バリュエーションの結果、割安とおもっても大抵何か理由があると考えるのが自然だ。
流動性のない株を除いては、株式市場はそれほど非効率的ではない。
割安に放置されている理由は、企業や産業の歴史にあることが多い。
たとえば、経営のトラックレコード、経営者の資質といったものだ。
また、株式市場の「空気」も影響する。
将来、景気が崩れそうであれば、景気敏感な株が避けられ、ディフェンシブな銘柄が好まれる。
安部政権が内需刺激策により、長期的な成長性がなくても内需どっぷりの銘柄も好まれる。
いわゆる、マクロ経済見通しによるセクターベット、アロケーションと呼ばれるスタイルである。
これは運用しながら株式市場と対話をしながら学習していく質のものである。
投資は思うように行かないことが多い。
自分の想定と違うことが起きたときにどのように軌道修正できるかも重要だ。
したがって、投資対象に対して、シナリオを複数持てることも重要な要素だ。
シナリオごとの投資判断もあるのも自然だが、実際にはそこまでできる人は少ない。
こうしたサブシステムとも呼べるエッセンスがアナリストに必要な資質だ。
アナリストに短期的な株価予想や経営アドバイスを求めるのはバウンダリー外だということが分かる。
もちろん、トレード発想力のあるアナリストや経営センスのあるアナリストもいる。
しかし、それはアナリストが育てられてきたという結果ではない。
何度も言うが、それはバウンダリー外にある要素で、極めて個人的な資質によるものだ。
一方、ジャーナリストはどのように仕事を分解できるのだろうか。
これまで接してきたサンプル数が少ないため、どうやら誤解していたようである。
ジャーナリストはストーリーを求めるそうである。
以前は、ジャーナリストは、事実だけを報道していると考えていた。
一目置いているジャーナリストに聞いてみた。
彼は「そんなアホな。
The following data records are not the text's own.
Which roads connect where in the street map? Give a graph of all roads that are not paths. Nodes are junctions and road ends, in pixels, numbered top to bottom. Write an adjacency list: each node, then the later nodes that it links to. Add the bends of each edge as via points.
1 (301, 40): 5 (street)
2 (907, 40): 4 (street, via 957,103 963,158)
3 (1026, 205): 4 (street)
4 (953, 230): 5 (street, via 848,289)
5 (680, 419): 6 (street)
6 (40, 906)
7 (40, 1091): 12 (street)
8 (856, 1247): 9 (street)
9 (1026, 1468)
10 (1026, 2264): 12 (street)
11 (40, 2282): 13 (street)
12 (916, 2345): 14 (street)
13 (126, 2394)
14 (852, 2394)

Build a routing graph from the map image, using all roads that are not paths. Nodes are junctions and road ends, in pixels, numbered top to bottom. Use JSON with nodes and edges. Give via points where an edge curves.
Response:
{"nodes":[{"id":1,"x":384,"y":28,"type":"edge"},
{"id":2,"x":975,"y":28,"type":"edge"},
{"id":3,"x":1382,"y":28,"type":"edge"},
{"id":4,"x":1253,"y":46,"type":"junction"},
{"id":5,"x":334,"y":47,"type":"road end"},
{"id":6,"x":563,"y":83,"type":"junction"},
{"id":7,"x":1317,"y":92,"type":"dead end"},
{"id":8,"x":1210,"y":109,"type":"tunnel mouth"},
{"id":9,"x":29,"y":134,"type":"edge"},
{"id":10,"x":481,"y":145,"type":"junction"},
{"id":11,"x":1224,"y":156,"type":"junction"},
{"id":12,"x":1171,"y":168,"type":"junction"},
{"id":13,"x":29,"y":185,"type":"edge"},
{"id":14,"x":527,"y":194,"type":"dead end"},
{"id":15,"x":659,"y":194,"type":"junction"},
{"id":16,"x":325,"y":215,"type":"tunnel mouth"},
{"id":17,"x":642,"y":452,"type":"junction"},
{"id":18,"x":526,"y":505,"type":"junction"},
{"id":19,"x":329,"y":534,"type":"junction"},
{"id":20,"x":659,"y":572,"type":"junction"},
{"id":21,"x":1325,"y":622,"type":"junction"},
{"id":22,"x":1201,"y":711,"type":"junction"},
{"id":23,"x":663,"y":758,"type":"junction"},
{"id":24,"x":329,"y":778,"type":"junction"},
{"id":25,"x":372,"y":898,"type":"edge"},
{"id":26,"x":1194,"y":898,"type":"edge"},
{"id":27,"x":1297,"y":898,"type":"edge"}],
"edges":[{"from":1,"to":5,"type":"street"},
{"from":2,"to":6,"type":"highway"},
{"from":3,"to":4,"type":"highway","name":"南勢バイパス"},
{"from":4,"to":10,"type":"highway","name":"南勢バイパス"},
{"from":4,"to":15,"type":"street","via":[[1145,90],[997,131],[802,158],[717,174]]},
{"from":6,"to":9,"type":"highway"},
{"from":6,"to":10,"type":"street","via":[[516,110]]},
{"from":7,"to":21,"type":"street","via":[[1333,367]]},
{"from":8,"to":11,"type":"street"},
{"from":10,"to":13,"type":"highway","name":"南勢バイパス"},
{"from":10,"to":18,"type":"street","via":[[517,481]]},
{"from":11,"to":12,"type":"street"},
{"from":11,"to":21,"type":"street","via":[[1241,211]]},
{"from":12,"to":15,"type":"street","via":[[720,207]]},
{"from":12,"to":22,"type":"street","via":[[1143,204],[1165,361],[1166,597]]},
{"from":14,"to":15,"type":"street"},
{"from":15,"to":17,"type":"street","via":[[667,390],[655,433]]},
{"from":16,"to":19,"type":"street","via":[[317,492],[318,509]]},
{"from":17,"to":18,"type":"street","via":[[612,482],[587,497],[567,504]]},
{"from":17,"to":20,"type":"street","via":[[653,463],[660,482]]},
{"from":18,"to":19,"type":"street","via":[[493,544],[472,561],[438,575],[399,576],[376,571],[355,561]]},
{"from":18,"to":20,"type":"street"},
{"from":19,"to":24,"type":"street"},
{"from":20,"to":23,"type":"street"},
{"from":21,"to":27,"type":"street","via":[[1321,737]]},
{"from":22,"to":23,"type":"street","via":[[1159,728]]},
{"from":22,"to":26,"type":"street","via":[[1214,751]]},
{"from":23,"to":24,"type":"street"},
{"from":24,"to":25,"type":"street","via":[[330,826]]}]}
ストーリーを作って取材するに決まっているだろ」と答えた。
私と彼は議論を続けたが、それを横で見ていた人は、
「結局、アナリストもジャーナリストも同じなんだと思う」とぽつり。
アナリストからすれば、ジャーナリストは淡々と事実だけを報道してくれる方がありがたい。
ジャーナリストもストーリーテラーだとしよう。
だとすれば、アナリストはジャーナリストの報道を参考にするのは危険だ。
すでにオピニオンが含まれている情報だからだ。
アナリストにはオピニオンが含まれた情報は危険だ。
気づかないうちに調査内容や判断が影響を受けることがあるからだ。
アナリストで駆け出しの頃、経験の長いアナリストに他人のレポートは読むなと言われた。
他人の投資判断は役に立たないばかりか、考える練習にならないというものだ。
一次情報といえども、たっぷり出してのバイアスが含まれているものだ。
しかし、二次情報よりは少ない。
結局は一次情報が安全だし、その後のすべての判断の責任の所在が明確というオチだ。
同じジャーナリストに次のようなことも言われた。
「アナリストの文章はつまらない」
これはアナリストの名誉のためにいうと、アナリストはみんなに読ませるために書いていない。
具体的には、投資家に対してのみ書いている。
投資家は短気な質の人が多い。
結論は短ければ短い方がよいし、そのサポートも簡潔な方がよい。
そこはできるだけ多くの人に読んでもらいたいジャーナリストとは決定的に違う。
ただ、最近私も調査レポートも多くの人に理解される方がよいと考えるようになってきた。
影響力が出るからだ。
アナリストのよさは、データ、数字を基に詳細に議論できることだ。
ここはジャーナリストよりはエッジがある部分だし、そうなければならない。
まとめると、次世代のアナリストは、ナラティブで分析が優れている方がよい。
「ジャー・アナリスト」というのはいかがだろうか。